Many in U.S. Get Unneeded Heart Screening Tests
Survey Suggests Healthy Americans Get Tests That Could Expose Them to Unnecessary Risks
WebMD News Archive
Positive Survey Results
On the plus side, the researchers found that 98% of those polled had their blood pressure checked. That's a good thing, says Santa.
Everyone over age 18 should have blood pressure checked when they visit their doctor and at least once every two years, he says.
Eighty-nine percent of respondents without heart disease risk factors and 97% of those with risk factors had their cholesterol checked.
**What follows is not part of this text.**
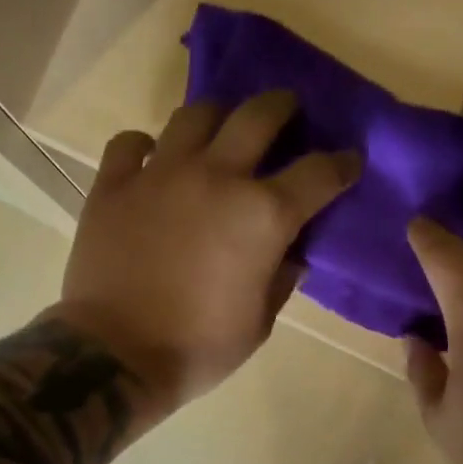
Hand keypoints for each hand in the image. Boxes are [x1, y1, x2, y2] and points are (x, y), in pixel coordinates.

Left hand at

Consumer Reports recommends cholesterol screening for all men and for women at high risk every five years.
Beyond those tests, Santa says, whether a test will provide benefit or not depends on age, sex, and other factors.
Santa says the survey respondents didn't tend to ask why a test was needed, nor think of risks -- such as potential complications or the need for additional testing if the results weren't definite.
Patients ask too few questions about screening tests, says Ravi Dave, MD, a cardiologist at Santa Monica -- UCLA Medical Center & Orthopaedic Hospital, Calif.
He reviewed the survey findings for WebMD but was not involved in the survey.
"The common perception among patients is, 'If I am getting a test to check something out, it's a good thing,'" says Dave, also an associate professor of medicine at the University of California, Los Angeles David Geffen School of Medicine.
But, Dave says, the test is sometimes not necessary.
He urges patients to ask their doctor why the test is needed. "What you also need to ask is, 'Is this something that can be excluded by just a physical exam?'" he says.